En la Universidad Central de Las Villas

I

No oriento el discurso por cauce histórico ni biográfico, aunque no lo desligue enteramente de esas dos direcciones. Lo que ofrezco es una meditación. Si me desvío a veces de la figura es a virtud de las reflexiones que Maceo suscita. Las mías en torno a él se refieren a la cuestión de los grandes hombres, como factores en la economía interna de la Historia, a contenidos de la personalidad de Maceo y al problema racial. Por lo demás, omito la narración de las peripecias bélicas porque no la necesita este auditorio y porque en punto a géneros, no debe insertarse la biografía en el discurso.

     Nos interesa considerar la impugnación de Varona a una conferencia de E. Rodríguez Lendián,[1] en La Caridad del Cerro, centro de vida intelectual después de la Guerra de Yara. Disertó Rodríguez Lendián sobre el papel de las grandes figuras en el curso de los acontecimientos históricos. Defendía la tesis, muy en boga en la segunda mitad del siglo, de lo primordial de ese factor —el de las grandes personalidades— en la Historia. Era la tesis de Carlyle y de Emerson. Asistió Varona; elogió la exposición de su amigo, y discrepó de la teoría. Sintetizó su discrepancia en un breve artículo. Dijo que los pueblos no necesitan Mesías ni redentores sino colaboración general de todos. Manifestó que el progreso no se debe a los héroes ni a los próceres sino a los lentos y continuos movimientos de opinión, a la gradual conciencia que alcanza la comunidad de sus problemas. No cree que las reacciones públicas se originen en la prédica ni en el ejemplo de los eminentes. Reconoce, desde luego, la función de los guiadores, sean talentos o genios de la idea o de la acción, pero mantiene el criterio de que en la sociedad todo es colectivo.

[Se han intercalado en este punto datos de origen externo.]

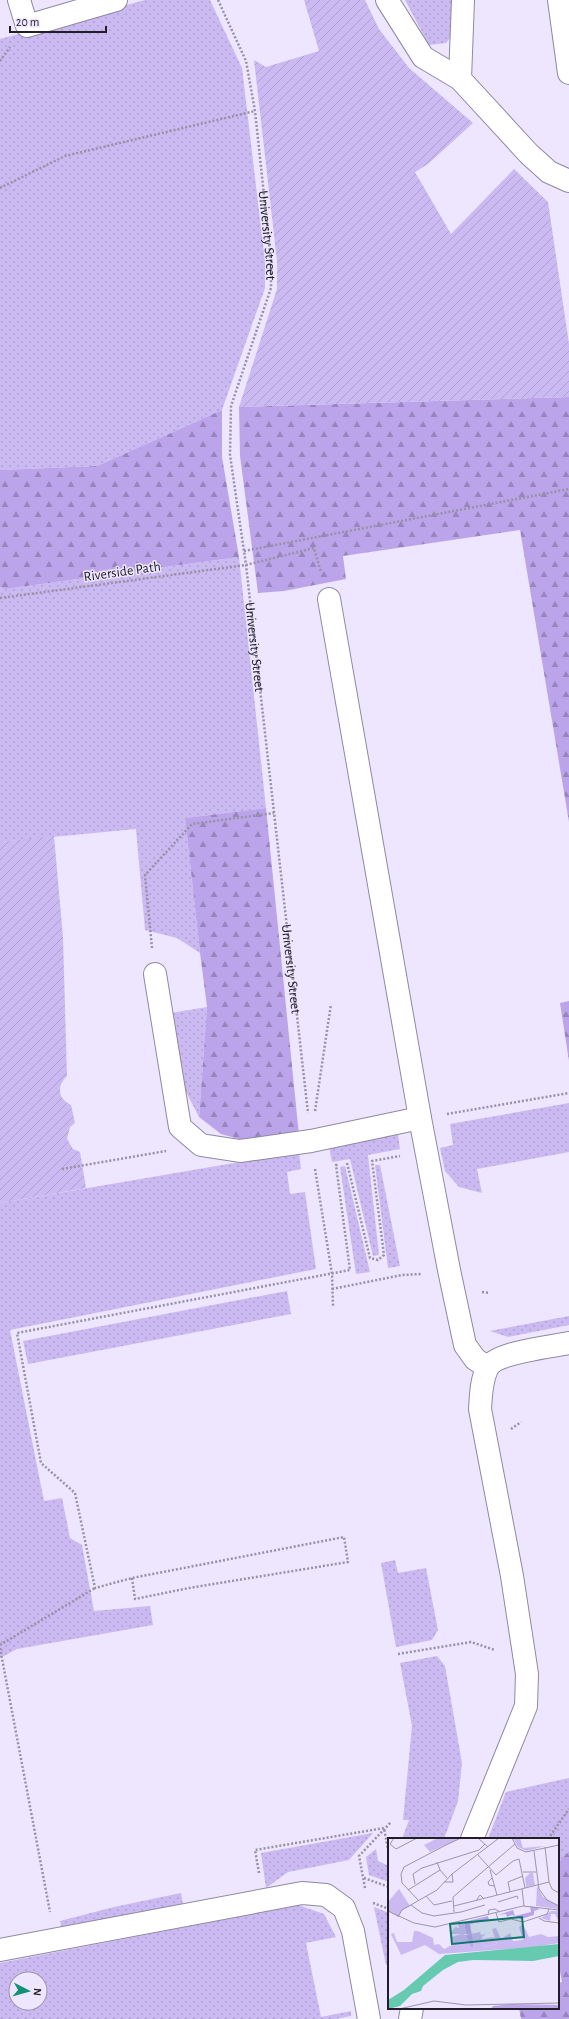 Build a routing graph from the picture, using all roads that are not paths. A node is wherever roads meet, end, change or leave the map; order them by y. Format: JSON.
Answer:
{"nodes":[{"id":1,"x":18,"y":0,"type":"edge"},
{"id":2,"x":116,"y":0,"type":"edge"},
{"id":3,"x":387,"y":0,"type":"edge"},
{"id":4,"x":463,"y":0,"type":"edge"},
{"id":5,"x":559,"y":0,"type":"edge"},
{"id":6,"x":569,"y":73,"type":"edge"},
{"id":7,"x":460,"y":79,"type":"junction"},
{"id":8,"x":569,"y":181,"type":"edge"},
{"id":9,"x":329,"y":598,"type":"dead end"},
{"id":10,"x":155,"y":974,"type":"road end"},
{"id":11,"x":420,"y":1118,"type":"junction"},
{"id":12,"x":569,"y":1343,"type":"edge"},
{"id":13,"x":487,"y":1367,"type":"junction"},
{"id":14,"x":472,"y":1838,"type":"edge"},
{"id":15,"x":0,"y":1950,"type":"edge"},
{"id":16,"x":412,"y":2009,"type":"edge"},
{"id":17,"x":369,"y":2019,"type":"edge"},
{"id":18,"x":410,"y":2019,"type":"edge"}],
"edges":[{"from":1,"to":2,"type":"street"},
{"from":3,"to":7,"type":"street"},
{"from":4,"to":7,"type":"street"},
{"from":5,"to":6,"type":"street"},
{"from":7,"to":8,"type":"street"},
{"from":9,"to":11,"type":"street"},
{"from":10,"to":11,"type":"street"},
{"from":11,"to":13,"type":"street"},
{"from":12,"to":13,"type":"street"},
{"from":13,"to":14,"type":"street"},
{"from":15,"to":17,"type":"street"},
{"from":16,"to":18,"type":"street"}]} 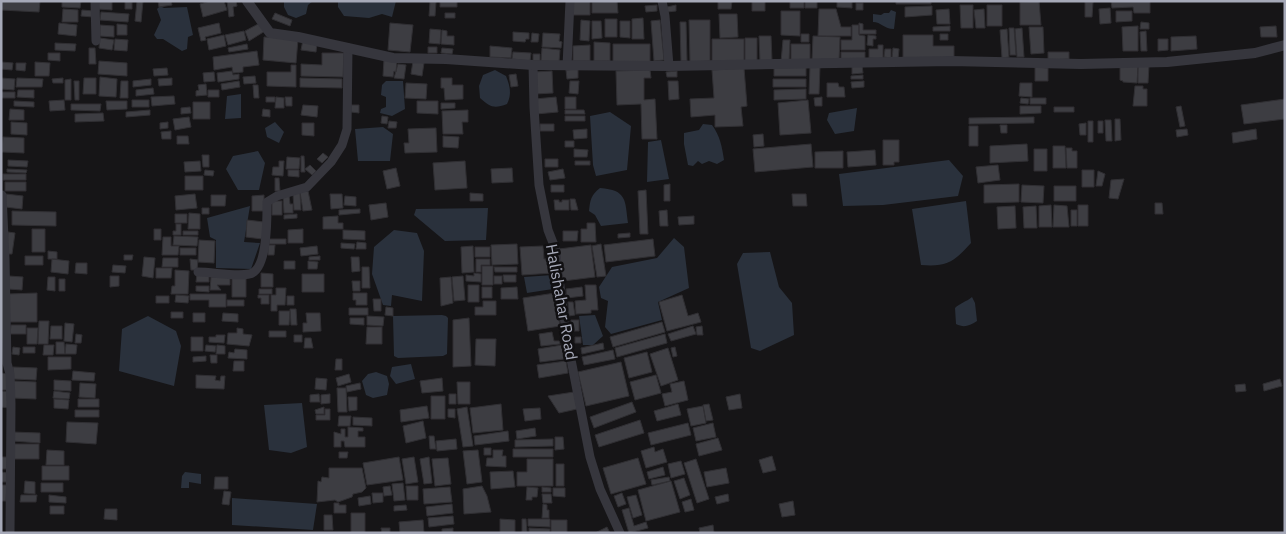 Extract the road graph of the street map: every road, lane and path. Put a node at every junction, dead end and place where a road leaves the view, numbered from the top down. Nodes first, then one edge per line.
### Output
1 (95, 1) edge
2 (247, 1) edge
3 (570, 1) edge
4 (662, 1) edge
5 (96, 42) dead end
6 (1285, 45) edge
7 (348, 48) junction
8 (533, 66) junction
9 (567, 66) junction
10 (669, 66) junction
11 (2, 195) edge
12 (198, 272) dead end
13 (10, 533) edge
14 (620, 533) edge

1 - 5 street
2 - 7 street
3 - 9 street
4 - 10 street
6 - 10 street
7 - 8 street
7 - 12 street
8 - 9 street
8 - 14 street, Halishahar Road
9 - 10 street
11 - 13 street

     Es curioso notar que, aunque joven a la sazón, ya Varona pertenecía en Cuba a los grandes, sin embargo, no simpatizó con el papel absorbente que el disertante les asignaba. El tema apasionaba en aquel momento, a raíz de la contienda interrumpida, pues los cubanos del separatismo buscaban cabalmente las figuras capaces de reanudar, en su día, la guerra de Independencia. El artículo de Varona pareció enfriar todo entusiasmo.

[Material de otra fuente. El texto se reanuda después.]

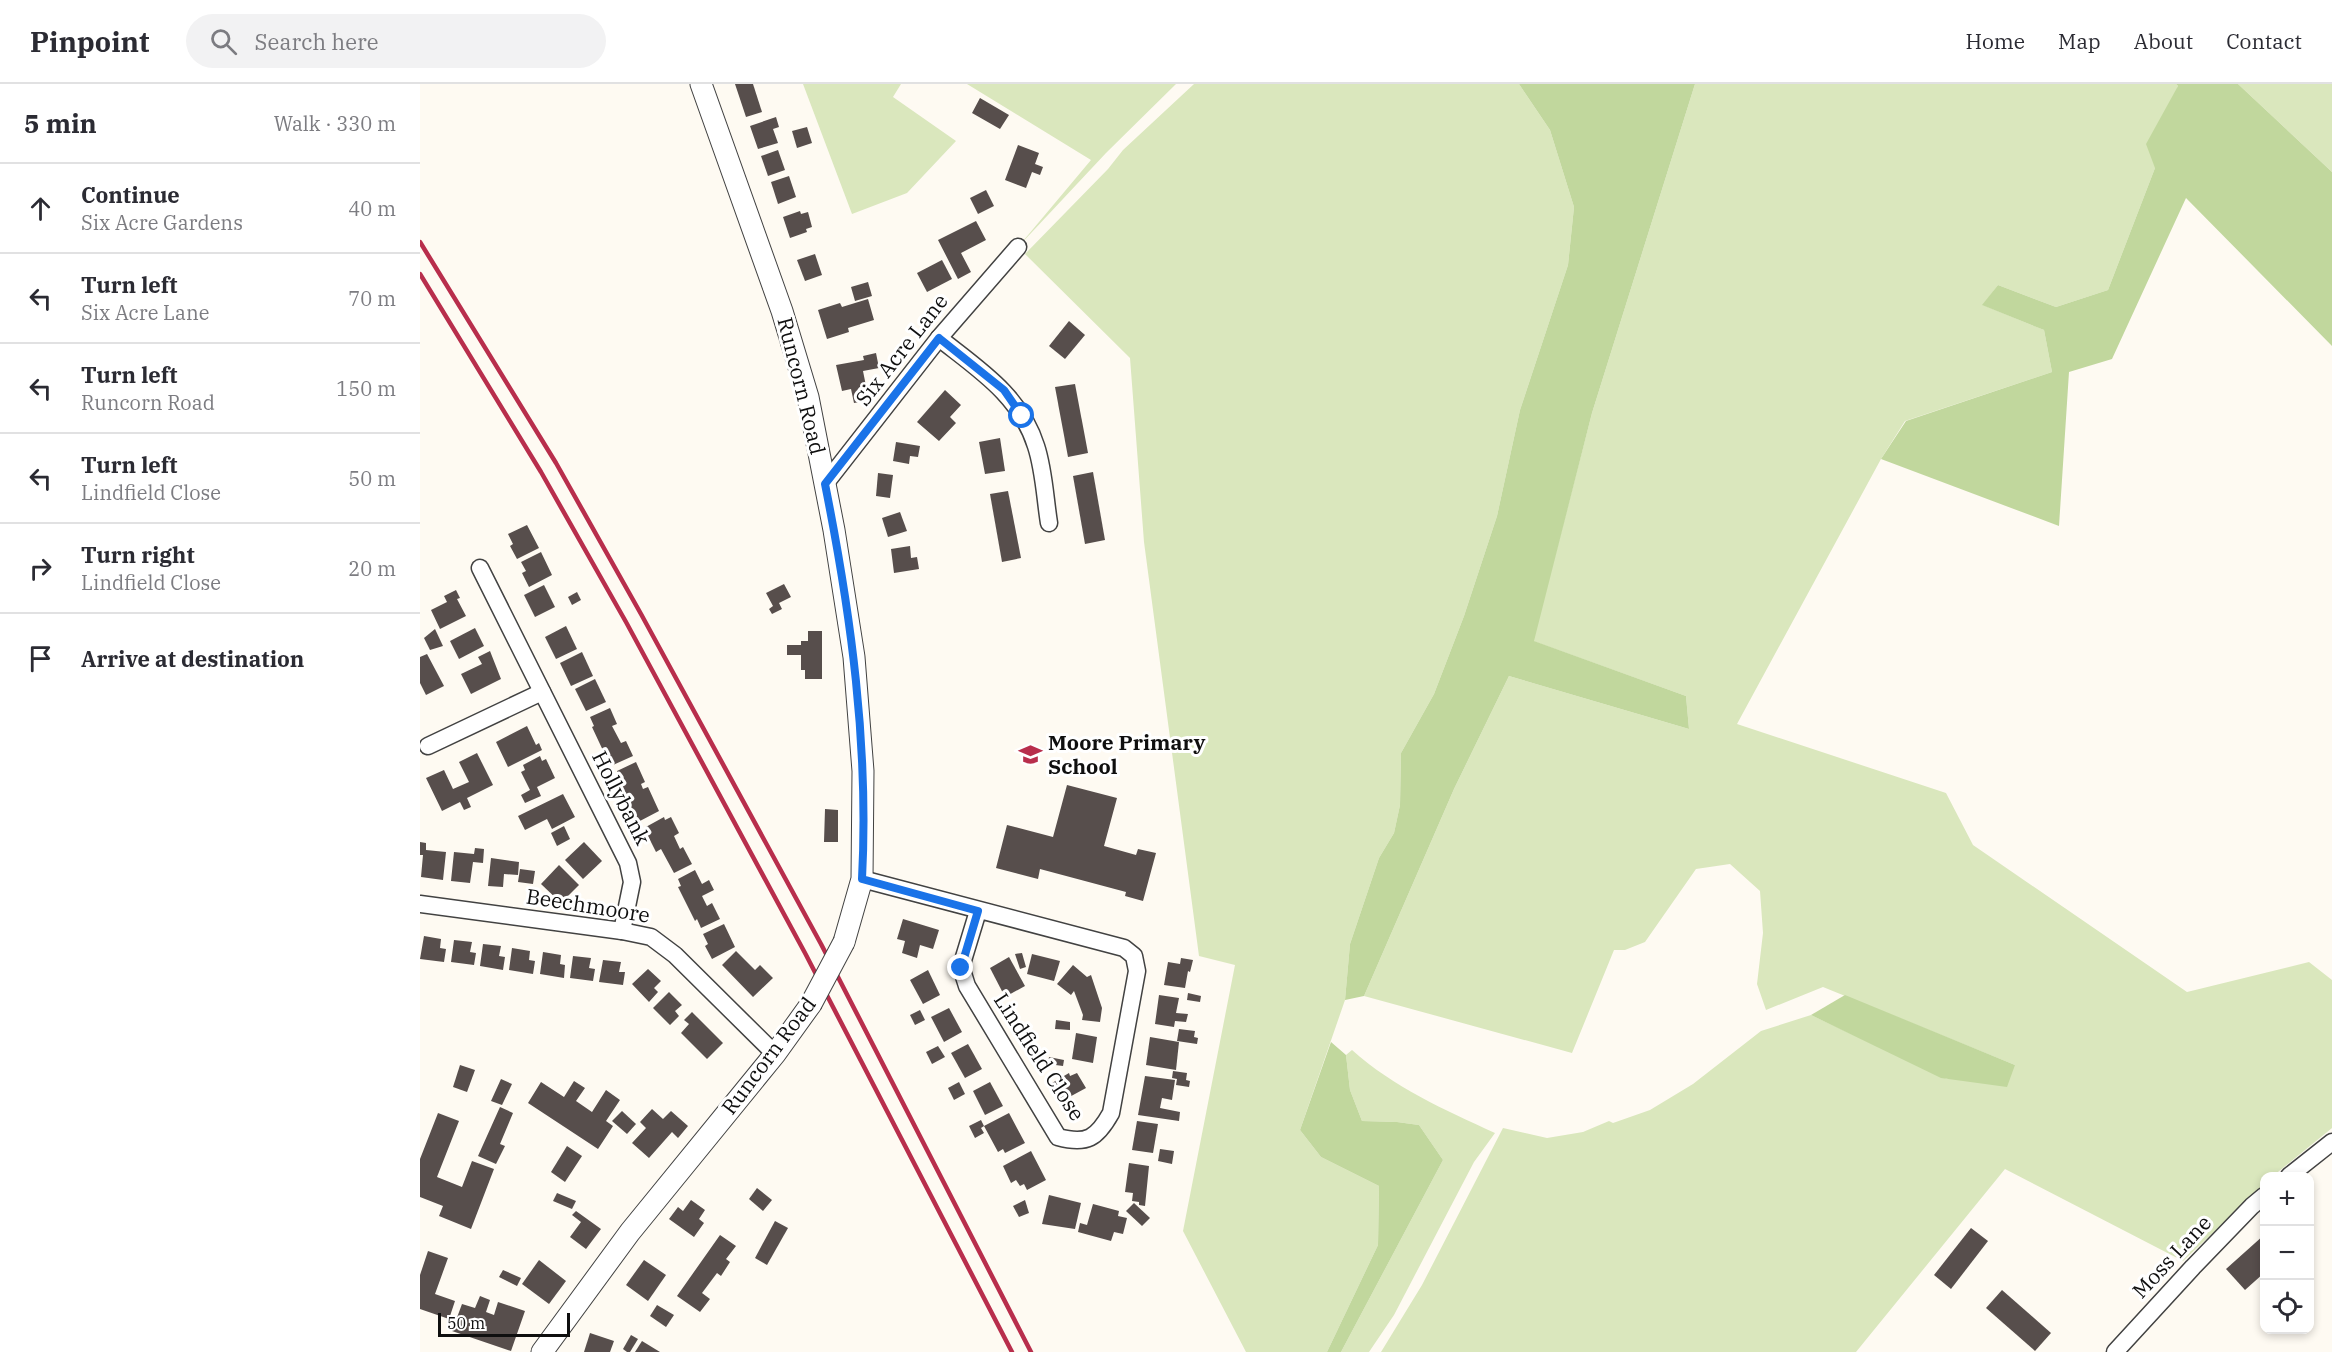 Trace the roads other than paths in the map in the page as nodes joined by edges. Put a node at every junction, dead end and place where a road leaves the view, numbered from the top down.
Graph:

     Corren los años y en 1896, al cumplirse uno de la muerte de Martí, es Varona quien hace su elogio[2] en el extranjero, en plena Revolución. Su discurso, esta vez, parece la negación de cuanto había dicho en el artículo crítico referido. En bella, férvida prosa, exalta la misión apostólica de su grande amigo desaparecido y sitúa a los héroes en lo alto, clavados a su cruz, y quiere para ellos, como tributo, que todo el mundo lea en sus frentes la palabra sacrificio.

     Pasan algunos años, y la República destina el 7 de diciembre a la evocación que hoy nos ha juntado en esta Universidad. ¿Qué conmemoramos? La caída del Titán, la muerte de Antonio Maceo, altísima figura cubana. A la vez se destina la fecha a recordar a todos los anónimos, los humildes que sucumbieron en la justa demanda. De modo que, a la larga, fue la República quien dio la razón a Varona, al bendecir la memoria de los pequeños colaboradores junto a la consagración de los héroes, para que se cumpla así lo que sostuvo el filósofo (con más de sociólogo), o sea, que en los empeños de la comunidad “todo es colectivo”, sin mengua de las cumbres.

Para nosotros, aún hoy cuando no esperamos próceres, resulta difícil aprender la lección de Varona, pues tuvimos en el siglo pasado, un conjunto de hombres de relieve y casi hemos sentido la ilusión de que fueron ellos los creadores de la nación cubana convertida en Estado independiente. El siglo XIX en Cuba es armónico a ese respecto. Pasan sus conspiraciones y sus poetas, sus estadistas y sus pensadores, sus guerreros y sus apóstoles, y parece que providencialmente se les colocó a lo largo de la centuria, a modo de luces en el tenebroso camino. El padre Varela reforma la enseñanza de la Filosofía y explica con criterio liberal el Derecho Político; Saco adoctrina acerca de la gobernación colonial; Delmonte ilustra la juventud en disciplinas literarias; el Lugareño se convierte en un civilizador en sus predios de Camagüey; José de la Luz  educa en “El Salvador”, como un discípulo de Cristo, y enseña que la “justicia es sol del mundo moral”;[3] Martí sufre su apostolado profundo; Maceo en las dos guerras despliega su acción radiante y con sus marchas, de victoria en victoria, aterra la tropa española y asombra al mundo.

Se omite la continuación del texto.